Top of EXERCISE DATA

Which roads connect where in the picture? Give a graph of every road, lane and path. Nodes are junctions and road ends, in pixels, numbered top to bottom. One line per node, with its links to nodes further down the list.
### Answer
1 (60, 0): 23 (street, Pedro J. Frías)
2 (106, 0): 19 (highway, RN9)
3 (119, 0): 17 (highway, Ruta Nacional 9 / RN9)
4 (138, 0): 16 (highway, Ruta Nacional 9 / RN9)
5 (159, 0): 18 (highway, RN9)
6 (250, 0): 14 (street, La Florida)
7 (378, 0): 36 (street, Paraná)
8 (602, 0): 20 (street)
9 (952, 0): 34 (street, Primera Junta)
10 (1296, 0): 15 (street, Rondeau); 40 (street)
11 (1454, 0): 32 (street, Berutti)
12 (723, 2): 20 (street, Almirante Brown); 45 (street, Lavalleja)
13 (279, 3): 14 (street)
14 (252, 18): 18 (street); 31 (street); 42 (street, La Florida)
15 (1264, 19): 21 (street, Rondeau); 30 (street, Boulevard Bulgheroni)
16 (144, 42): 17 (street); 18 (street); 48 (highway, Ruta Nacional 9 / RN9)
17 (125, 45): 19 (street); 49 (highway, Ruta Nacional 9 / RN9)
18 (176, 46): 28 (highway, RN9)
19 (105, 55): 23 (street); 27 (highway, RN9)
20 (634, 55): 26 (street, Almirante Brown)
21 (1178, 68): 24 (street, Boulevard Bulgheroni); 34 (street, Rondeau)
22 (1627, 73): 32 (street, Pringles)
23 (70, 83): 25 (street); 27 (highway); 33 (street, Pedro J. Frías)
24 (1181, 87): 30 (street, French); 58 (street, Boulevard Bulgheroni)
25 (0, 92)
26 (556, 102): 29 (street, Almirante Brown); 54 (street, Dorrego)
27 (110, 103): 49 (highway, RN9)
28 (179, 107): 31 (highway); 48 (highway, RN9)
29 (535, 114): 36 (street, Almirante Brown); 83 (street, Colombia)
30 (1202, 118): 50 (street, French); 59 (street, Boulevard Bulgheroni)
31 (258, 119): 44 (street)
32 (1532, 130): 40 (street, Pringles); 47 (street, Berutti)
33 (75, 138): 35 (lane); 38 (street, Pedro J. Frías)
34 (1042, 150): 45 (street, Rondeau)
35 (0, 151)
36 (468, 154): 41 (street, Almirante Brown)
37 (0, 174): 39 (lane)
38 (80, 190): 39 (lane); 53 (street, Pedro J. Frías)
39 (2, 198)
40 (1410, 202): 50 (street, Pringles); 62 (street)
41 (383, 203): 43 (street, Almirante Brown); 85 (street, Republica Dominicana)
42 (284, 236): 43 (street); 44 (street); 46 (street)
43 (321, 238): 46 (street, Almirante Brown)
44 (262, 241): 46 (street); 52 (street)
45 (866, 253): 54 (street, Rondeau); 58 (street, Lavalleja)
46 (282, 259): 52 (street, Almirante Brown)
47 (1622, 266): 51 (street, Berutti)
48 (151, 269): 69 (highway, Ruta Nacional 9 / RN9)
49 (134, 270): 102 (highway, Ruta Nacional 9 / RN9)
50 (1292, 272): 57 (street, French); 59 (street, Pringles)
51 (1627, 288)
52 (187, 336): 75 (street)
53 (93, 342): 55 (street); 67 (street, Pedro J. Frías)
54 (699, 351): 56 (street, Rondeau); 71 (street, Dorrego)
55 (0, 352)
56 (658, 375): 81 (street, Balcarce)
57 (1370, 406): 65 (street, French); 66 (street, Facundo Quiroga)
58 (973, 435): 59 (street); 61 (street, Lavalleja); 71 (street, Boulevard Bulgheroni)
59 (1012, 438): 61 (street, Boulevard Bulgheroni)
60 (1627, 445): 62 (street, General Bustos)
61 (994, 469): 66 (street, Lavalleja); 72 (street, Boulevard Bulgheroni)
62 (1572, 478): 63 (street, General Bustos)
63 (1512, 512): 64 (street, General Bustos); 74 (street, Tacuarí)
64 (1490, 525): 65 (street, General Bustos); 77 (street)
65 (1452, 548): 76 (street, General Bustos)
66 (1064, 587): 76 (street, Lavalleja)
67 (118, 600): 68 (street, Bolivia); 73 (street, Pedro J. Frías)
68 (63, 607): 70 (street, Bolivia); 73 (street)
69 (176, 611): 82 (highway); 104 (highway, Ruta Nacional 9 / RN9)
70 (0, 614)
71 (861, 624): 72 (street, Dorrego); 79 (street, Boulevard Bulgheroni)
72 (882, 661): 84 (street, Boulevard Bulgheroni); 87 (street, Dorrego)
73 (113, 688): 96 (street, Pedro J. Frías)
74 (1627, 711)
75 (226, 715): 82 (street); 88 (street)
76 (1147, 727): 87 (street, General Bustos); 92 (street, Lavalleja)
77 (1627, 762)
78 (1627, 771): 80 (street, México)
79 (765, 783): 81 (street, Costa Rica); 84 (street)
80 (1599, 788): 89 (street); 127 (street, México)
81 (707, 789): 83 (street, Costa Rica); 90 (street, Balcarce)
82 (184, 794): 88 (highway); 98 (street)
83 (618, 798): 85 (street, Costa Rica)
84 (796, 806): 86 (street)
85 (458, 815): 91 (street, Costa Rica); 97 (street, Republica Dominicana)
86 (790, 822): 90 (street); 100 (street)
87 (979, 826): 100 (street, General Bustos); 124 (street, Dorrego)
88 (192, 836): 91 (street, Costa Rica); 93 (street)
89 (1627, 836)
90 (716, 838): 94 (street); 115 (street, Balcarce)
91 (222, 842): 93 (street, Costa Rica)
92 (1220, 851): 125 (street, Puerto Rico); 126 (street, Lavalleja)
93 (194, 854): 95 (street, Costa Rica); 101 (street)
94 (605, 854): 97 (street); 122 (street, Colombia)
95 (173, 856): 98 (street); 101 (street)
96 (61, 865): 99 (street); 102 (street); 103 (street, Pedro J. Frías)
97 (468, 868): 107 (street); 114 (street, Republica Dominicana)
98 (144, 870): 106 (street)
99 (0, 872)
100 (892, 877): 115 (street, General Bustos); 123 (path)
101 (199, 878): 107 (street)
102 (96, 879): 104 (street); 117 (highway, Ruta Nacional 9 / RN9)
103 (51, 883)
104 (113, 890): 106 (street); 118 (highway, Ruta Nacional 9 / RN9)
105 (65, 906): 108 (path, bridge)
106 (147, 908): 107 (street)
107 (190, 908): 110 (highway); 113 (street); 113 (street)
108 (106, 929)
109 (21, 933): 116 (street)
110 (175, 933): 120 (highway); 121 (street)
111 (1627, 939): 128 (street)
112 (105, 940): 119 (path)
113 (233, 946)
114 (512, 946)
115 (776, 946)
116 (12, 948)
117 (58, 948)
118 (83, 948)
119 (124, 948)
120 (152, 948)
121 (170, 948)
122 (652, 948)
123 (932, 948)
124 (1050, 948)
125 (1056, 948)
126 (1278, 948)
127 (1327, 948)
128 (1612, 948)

Bottom of EXERCISE DATA

▸ **WHAT THE TASK REQUIRES**:
If a line in the records above holds the string "Nacional", copy it.

▸ **SOLUTION FOR THIS TASK**:
3 (119, 0): 17 (highway, Ruta Nacional 9 / RN9)
4 (138, 0): 16 (highway, Ruta Nacional 9 / RN9)
16 (144, 42): 17 (street); 18 (street); 48 (highway, Ruta Nacional 9 / RN9)
17 (125, 45): 19 (street); 49 (highway, Ruta Nacional 9 / RN9)
48 (151, 269): 69 (highway, Ruta Nacional 9 / RN9)
49 (134, 270): 102 (highway, Ruta Nacional 9 / RN9)
69 (176, 611): 82 (highway); 104 (highway, Ruta Nacional 9 / RN9)
102 (96, 879): 104 (street); 117 (highway, Ruta Nacional 9 / RN9)
104 (113, 890): 106 (street); 118 (highway, Ruta Nacional 9 / RN9)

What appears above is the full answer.